Spring Term, 1917
MOSTLY, yesterday was rotten. I progressed from gloom to gloom. My hours of work have been reduced to four a week, the least possible number, unless indeed all the undergraduates go. For still they go. On my way to lunch I was stopped near the railway station by a breathless boy. It was one Scotty, a senior, who had been cherubic as a freshman such a short time ago.
‘Will you give me a recommendation? Please, sir! Mr. So-and-so said he would, but I can’t find him, and I’m going on this train in ten minutes! ’
The train was puffing mildly, preliminary to departure.
‘Ambulance?’ I asked, ‘or mosquitofleet, or —’
‘Training-camp,’ he broke in. ‘Here’s pen and paper.’
So I went over to the news-stand and wrote, the manager of it contributing a blotter.
‘ It gives me pleasure to recommend,’ I wrote to some unknown captain or colonel or knight-at-arms —
‘ Scotty, are you a man of good moral character?’

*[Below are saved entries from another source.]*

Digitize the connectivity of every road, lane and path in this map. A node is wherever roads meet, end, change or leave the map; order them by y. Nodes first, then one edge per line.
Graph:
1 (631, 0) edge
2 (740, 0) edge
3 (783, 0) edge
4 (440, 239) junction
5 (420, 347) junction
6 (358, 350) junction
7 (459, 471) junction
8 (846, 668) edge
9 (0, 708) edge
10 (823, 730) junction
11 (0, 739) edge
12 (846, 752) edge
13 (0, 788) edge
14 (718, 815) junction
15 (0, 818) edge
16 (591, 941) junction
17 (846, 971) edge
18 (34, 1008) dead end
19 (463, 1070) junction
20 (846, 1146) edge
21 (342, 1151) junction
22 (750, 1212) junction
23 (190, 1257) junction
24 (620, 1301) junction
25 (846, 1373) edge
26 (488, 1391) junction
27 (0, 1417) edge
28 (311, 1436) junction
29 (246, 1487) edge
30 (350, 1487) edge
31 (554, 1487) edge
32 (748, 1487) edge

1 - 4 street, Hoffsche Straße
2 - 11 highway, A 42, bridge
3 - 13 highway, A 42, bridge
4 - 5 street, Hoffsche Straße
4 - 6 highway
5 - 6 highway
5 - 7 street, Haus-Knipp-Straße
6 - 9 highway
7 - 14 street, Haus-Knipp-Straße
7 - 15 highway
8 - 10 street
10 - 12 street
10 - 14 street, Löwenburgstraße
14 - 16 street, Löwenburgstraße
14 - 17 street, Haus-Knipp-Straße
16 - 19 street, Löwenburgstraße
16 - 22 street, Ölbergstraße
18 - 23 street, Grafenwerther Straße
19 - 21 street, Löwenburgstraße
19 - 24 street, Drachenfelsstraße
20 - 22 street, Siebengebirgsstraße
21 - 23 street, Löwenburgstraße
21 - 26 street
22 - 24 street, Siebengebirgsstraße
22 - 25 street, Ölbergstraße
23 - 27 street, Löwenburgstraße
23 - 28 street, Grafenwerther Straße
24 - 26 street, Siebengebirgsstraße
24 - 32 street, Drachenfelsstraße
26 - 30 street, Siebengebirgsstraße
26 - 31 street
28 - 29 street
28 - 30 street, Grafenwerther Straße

‘Well, — I guess you might say so.’
‘But,’ I objected, ‘what about that little game I caught you up in — that little game of bridge not altogether for fun? Does a man of good character gamble?’
‘It was such a little game,’ he said, ‘and only once in a long while!’
‘And what about the time I met you in Holder Court, when ——?’
‘Oh, that — that was pure accident! You see —’
But I was writing. ‘Of high moral character,’ I wrote.
‘Scotty,’ I asked, ‘what kind of an academic record have you?’
‘ Well,’ he said, with more confidence, ‘I never flunked out!’
So I wrote, ‘faithful in the performance of his duties, and of more than average ability.’
‘ What do you know of the profession of arms ? ’
‘Well,’ — and here the newsdealer grinned, — ‘I can do the close formations, as a rear-ranker; and I can get that damn old Krag around pretty well, with the Manual.’
‘Has already had some military training,’ I wrote.
Then I said, ‘Scotty, look me in the eye!’
He looked me in the eye.
‘And I am sure,’ I wrote on, ‘that for courage, for the power of inspiring the men under him, you will find him equal to the best.’
‘Now, Scotty, who am I? ’
He was puzzled. ‘Why — why — you’re a professor.’ There was a note of question in the declaration.
‘No,’ I had to assure him, ‘only an assistant professor. I shall have to tag my name with the title so that the colonel will know by what authority I write.’
I wrote my name and betrayed my insignificance.
‘Will that do?’
In a minute he looked up at me, eyes wet. He saluted. ‘I’ll try to live up to it, sir,’ he said.
I lingered a few minutes in the crowd. He stood a little distance away from me, forgetting me, looking wistfully back at youth — the gray walls and green walks he was leaving. Then he whistled, — of all things! — ‘Aloha oe,’ — a bar or two, — and picking up his bag walked down the platform to the train.
I went on through the rain to my lunch. Mostly, yesterday was rotten.